/---

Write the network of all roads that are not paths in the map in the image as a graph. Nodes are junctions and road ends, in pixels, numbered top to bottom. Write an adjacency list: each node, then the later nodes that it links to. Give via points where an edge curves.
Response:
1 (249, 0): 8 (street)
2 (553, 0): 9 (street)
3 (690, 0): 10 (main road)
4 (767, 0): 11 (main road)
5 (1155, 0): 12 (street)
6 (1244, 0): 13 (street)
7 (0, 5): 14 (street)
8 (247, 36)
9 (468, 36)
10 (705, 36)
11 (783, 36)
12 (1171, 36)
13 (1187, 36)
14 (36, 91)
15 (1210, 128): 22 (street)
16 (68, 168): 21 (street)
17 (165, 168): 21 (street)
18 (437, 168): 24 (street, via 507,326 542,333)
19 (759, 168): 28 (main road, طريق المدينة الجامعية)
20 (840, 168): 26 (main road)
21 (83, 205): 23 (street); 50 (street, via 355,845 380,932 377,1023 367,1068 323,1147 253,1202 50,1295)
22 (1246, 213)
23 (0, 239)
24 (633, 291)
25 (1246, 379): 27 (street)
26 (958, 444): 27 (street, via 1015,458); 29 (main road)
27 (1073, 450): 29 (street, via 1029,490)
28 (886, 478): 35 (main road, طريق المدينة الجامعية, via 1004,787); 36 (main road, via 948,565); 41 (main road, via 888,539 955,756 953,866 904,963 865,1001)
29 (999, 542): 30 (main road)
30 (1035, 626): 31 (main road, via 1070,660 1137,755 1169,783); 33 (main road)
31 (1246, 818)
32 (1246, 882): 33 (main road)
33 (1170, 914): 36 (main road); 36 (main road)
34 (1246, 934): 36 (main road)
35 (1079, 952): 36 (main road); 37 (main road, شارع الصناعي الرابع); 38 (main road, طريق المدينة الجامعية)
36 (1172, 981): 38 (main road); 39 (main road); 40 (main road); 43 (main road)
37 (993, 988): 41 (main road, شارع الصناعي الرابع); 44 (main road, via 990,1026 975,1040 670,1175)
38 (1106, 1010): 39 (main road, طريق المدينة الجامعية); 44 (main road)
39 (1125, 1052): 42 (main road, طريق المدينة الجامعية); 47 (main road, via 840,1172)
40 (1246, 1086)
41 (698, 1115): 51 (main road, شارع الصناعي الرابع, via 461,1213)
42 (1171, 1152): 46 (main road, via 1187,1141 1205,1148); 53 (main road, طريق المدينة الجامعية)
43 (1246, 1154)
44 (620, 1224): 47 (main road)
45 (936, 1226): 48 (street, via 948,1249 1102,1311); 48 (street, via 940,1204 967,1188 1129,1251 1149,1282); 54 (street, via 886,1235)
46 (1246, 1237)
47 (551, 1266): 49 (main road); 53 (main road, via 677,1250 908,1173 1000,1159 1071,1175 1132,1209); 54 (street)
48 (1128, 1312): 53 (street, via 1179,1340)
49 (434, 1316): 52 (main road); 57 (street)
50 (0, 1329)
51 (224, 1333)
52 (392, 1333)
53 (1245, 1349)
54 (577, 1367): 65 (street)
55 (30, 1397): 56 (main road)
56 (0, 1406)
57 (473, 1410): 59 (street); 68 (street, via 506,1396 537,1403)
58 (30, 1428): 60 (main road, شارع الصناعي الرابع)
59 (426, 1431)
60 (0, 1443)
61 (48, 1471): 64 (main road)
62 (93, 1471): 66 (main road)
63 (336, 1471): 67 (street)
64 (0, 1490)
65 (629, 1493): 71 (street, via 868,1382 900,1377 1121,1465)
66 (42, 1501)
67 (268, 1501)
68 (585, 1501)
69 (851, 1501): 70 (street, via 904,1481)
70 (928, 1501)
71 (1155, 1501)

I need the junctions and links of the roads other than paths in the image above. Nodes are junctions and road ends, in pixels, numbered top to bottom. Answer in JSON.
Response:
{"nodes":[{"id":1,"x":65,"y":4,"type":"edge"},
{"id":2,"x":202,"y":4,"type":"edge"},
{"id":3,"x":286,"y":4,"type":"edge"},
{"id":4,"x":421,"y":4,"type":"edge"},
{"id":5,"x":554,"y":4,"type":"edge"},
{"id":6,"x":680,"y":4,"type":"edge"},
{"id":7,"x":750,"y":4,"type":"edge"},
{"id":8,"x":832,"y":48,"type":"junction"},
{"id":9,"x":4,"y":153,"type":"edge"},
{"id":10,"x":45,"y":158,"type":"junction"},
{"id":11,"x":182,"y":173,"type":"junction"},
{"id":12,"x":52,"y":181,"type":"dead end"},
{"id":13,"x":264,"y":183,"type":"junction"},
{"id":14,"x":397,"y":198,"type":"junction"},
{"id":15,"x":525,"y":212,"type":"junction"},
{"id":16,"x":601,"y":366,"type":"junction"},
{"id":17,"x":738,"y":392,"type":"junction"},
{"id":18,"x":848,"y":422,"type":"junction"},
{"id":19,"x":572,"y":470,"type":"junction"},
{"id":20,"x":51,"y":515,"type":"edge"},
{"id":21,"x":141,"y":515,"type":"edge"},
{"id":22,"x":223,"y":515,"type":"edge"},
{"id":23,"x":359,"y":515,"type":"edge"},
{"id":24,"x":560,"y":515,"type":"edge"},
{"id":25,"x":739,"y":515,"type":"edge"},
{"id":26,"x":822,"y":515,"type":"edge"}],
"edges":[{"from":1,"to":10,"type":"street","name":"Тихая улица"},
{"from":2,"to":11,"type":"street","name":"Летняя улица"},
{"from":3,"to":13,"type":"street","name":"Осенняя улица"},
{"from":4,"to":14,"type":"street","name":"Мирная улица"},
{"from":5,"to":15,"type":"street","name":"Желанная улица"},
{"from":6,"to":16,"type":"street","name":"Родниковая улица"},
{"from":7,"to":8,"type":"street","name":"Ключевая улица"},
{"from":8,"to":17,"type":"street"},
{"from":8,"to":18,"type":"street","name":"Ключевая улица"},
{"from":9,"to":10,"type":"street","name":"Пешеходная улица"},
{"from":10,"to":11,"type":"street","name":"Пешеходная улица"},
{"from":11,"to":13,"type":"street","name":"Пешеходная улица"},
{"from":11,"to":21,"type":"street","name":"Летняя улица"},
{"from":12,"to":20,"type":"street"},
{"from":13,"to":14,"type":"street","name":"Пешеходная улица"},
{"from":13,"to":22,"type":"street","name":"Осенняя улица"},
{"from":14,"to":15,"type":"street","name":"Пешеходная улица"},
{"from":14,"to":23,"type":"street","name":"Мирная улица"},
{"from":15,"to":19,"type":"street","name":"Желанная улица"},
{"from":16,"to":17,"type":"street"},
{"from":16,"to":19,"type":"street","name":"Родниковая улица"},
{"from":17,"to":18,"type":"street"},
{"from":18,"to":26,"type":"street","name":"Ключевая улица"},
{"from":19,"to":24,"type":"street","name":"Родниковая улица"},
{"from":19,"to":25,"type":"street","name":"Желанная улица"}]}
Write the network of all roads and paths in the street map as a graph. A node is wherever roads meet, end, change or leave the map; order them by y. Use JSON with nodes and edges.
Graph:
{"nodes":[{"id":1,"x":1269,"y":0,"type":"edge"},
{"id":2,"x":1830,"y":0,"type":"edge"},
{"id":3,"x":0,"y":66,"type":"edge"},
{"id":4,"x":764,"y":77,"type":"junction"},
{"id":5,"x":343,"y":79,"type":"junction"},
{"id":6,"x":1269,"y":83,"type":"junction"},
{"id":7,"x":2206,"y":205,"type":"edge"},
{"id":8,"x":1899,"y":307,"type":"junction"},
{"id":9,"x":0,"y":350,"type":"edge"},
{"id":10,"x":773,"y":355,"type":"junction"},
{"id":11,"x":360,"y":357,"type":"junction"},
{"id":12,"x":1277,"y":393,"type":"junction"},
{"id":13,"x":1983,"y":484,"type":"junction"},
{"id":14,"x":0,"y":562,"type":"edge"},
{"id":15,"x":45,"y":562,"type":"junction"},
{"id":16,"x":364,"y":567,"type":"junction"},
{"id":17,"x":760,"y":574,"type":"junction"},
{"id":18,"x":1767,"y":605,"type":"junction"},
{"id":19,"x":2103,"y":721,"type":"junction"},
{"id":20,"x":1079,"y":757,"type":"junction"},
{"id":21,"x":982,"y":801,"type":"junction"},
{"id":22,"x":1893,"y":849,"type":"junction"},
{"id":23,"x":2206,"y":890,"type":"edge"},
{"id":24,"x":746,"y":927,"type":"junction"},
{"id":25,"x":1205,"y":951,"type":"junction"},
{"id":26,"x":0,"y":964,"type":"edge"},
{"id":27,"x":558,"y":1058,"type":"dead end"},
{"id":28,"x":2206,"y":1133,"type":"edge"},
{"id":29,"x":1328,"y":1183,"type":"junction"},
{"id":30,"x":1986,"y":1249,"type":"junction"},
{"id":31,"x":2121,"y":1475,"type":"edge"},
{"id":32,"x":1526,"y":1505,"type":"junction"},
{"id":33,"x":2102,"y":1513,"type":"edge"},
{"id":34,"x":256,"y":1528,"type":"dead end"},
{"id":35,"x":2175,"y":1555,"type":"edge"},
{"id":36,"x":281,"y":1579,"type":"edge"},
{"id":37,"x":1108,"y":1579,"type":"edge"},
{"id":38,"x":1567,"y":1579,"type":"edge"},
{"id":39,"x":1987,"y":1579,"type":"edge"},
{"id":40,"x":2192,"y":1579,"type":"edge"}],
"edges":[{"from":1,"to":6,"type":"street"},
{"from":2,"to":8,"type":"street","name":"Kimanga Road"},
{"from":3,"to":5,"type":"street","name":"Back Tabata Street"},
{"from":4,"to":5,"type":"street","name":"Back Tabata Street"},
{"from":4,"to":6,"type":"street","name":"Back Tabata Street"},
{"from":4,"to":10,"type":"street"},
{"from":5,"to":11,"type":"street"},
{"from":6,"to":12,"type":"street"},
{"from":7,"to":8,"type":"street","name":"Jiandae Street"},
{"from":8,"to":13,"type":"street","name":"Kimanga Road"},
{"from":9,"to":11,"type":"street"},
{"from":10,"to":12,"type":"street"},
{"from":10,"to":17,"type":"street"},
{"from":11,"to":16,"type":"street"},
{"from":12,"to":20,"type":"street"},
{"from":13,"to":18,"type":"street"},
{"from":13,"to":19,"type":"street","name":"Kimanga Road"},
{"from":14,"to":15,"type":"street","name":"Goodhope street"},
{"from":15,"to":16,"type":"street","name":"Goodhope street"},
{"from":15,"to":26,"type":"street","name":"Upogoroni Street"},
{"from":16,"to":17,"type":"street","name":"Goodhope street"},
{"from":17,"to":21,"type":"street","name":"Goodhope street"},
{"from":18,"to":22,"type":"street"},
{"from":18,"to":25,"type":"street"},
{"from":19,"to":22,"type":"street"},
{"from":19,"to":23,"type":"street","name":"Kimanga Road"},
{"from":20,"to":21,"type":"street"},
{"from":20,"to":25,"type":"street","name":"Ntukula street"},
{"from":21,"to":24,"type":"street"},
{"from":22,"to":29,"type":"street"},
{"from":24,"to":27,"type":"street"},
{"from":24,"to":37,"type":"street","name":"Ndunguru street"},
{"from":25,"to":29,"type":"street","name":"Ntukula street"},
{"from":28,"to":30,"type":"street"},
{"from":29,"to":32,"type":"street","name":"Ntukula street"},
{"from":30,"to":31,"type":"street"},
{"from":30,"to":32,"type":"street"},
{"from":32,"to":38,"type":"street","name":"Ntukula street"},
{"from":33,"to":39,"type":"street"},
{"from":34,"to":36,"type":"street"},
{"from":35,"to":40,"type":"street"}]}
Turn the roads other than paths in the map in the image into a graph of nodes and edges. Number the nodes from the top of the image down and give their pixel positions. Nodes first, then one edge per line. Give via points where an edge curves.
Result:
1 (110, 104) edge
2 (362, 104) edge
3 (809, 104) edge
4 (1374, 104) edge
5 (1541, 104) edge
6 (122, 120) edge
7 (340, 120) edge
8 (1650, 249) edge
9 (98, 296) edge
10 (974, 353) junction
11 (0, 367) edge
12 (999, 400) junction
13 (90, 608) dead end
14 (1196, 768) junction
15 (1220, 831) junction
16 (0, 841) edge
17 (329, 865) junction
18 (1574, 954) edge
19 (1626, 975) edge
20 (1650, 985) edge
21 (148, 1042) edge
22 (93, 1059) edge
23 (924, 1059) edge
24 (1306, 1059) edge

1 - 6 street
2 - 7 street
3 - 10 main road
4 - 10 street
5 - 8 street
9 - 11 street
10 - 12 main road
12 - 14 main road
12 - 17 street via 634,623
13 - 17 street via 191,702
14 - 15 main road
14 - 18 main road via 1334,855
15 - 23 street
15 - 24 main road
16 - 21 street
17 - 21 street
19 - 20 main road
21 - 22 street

\---

**Task goal**
Within the data above, how many lines include the word "Осенняя"? Respond with the number only.

**Completed task**
2